Saved data entries:
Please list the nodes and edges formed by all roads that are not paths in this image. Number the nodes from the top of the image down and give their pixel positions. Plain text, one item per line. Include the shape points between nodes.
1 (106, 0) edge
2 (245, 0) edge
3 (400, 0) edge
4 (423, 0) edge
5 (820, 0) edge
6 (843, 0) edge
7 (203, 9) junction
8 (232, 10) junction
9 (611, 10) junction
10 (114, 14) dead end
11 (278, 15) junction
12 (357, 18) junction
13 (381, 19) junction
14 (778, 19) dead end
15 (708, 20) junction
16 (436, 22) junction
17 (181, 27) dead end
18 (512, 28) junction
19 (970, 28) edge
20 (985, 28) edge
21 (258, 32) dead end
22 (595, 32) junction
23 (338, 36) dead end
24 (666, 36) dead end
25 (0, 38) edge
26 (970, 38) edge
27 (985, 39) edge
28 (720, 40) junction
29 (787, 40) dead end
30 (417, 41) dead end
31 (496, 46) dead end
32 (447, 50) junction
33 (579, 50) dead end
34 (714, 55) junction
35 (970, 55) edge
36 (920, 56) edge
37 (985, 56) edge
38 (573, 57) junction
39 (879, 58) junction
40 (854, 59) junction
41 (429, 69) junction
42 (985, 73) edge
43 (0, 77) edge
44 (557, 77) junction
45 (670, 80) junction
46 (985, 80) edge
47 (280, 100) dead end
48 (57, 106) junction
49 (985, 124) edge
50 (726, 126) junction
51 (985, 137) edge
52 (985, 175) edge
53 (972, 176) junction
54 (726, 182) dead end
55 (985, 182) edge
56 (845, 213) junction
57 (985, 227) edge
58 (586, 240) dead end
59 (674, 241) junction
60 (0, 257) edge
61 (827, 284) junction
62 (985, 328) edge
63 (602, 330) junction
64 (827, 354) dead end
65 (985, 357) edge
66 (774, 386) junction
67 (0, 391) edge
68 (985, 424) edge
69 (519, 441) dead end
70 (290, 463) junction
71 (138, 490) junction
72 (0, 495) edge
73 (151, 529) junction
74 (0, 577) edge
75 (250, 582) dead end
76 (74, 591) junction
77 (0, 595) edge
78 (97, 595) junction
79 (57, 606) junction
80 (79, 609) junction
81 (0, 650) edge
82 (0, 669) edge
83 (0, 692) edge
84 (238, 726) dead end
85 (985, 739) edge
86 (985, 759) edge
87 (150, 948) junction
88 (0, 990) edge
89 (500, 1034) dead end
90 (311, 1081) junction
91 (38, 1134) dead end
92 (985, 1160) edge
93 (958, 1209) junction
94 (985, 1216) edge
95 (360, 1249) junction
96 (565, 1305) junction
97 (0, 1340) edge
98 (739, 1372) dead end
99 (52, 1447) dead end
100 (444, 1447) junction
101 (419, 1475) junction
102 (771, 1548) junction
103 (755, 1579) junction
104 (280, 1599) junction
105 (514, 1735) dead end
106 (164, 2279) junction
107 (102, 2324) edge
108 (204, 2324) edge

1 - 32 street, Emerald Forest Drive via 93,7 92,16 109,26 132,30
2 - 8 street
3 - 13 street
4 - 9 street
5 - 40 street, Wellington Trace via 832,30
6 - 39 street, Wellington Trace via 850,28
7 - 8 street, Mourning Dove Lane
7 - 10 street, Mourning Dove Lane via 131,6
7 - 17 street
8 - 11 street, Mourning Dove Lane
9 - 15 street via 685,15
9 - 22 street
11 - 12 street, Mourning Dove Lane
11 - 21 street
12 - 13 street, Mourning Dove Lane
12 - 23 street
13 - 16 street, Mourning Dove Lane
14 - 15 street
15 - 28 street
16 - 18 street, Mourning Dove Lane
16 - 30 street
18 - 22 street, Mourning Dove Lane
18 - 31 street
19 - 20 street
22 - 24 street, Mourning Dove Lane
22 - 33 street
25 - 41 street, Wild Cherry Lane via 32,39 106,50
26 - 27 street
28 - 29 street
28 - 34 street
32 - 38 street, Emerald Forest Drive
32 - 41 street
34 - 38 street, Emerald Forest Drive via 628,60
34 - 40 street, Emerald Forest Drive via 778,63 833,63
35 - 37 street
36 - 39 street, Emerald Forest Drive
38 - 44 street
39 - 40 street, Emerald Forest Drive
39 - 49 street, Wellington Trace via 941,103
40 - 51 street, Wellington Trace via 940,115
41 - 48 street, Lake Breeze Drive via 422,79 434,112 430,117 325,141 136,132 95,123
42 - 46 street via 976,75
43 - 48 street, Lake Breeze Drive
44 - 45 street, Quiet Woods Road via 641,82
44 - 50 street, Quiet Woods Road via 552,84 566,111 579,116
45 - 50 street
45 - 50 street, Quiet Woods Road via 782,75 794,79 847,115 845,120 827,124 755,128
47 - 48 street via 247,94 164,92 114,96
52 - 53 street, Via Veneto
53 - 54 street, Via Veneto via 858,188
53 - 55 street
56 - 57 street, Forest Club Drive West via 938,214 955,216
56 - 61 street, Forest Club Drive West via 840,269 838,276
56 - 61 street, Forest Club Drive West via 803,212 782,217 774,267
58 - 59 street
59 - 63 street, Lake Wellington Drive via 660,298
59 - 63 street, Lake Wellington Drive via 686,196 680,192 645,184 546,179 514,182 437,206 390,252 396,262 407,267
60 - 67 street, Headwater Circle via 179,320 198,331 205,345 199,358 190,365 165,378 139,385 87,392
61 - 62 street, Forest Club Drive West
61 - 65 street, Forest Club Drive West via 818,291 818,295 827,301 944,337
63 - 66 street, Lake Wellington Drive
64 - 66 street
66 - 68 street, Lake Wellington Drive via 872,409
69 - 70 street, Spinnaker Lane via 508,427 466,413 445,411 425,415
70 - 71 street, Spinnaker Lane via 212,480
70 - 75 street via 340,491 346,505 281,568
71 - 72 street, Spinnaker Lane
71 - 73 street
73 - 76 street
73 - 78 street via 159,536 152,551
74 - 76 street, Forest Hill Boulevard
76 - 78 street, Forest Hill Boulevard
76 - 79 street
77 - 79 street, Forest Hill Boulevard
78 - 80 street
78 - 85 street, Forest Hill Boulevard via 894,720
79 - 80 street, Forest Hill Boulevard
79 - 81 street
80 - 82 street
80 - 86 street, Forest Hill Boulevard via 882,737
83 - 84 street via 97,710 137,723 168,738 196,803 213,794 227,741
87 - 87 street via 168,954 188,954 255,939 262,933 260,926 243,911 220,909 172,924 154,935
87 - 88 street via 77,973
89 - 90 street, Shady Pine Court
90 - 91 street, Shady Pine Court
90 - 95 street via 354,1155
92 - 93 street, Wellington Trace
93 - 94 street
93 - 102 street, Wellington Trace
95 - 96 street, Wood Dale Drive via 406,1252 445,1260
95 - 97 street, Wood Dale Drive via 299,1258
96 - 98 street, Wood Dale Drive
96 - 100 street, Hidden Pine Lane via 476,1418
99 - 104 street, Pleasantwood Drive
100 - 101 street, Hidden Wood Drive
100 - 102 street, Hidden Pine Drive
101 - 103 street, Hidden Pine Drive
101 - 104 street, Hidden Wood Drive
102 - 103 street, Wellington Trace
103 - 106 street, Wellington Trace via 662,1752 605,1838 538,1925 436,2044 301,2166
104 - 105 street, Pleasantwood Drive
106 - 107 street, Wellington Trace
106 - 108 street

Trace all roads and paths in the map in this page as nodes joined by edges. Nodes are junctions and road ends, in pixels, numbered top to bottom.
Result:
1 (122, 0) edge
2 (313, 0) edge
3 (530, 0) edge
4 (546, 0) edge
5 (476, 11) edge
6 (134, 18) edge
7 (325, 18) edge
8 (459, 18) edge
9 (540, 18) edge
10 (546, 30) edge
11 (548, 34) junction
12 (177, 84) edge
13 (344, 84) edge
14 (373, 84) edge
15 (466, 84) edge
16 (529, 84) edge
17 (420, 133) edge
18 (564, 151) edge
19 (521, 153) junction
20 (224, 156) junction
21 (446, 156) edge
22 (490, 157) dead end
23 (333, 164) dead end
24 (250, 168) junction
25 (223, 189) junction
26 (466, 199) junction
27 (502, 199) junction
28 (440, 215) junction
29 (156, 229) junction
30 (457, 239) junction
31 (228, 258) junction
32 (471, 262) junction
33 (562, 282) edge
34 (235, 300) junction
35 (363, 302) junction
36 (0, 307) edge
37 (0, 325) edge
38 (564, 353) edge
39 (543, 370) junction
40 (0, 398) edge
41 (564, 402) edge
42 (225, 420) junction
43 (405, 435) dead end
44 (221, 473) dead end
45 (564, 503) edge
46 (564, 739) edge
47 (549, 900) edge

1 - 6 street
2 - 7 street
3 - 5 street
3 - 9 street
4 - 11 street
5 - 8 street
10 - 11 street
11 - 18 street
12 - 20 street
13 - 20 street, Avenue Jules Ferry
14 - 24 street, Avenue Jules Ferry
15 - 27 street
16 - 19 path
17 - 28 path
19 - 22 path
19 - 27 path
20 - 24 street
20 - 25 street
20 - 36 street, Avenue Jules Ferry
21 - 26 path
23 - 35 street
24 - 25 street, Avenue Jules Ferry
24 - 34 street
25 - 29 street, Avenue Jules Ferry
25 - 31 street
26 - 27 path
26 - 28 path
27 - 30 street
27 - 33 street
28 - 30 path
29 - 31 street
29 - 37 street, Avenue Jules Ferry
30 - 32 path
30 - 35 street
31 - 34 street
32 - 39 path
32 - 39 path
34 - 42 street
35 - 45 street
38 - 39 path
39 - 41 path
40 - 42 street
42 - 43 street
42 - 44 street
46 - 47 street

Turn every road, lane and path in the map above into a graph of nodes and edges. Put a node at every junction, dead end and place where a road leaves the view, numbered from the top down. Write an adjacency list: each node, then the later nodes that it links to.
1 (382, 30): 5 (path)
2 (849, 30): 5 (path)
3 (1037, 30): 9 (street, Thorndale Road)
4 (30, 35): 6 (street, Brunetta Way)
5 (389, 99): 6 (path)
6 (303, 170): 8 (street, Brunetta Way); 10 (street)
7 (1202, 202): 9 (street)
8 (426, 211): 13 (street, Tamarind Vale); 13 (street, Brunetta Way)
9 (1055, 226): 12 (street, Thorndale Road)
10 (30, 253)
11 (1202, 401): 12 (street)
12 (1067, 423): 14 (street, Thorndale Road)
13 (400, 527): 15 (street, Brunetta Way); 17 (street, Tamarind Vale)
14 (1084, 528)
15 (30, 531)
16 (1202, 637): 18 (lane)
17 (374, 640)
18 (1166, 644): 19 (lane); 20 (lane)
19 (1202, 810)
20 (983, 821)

EXERCISE DIRECTIONS -> Work out the number of lines above that include the string "Shady" and write only that number.

EXERCISE OUTPUT -> 2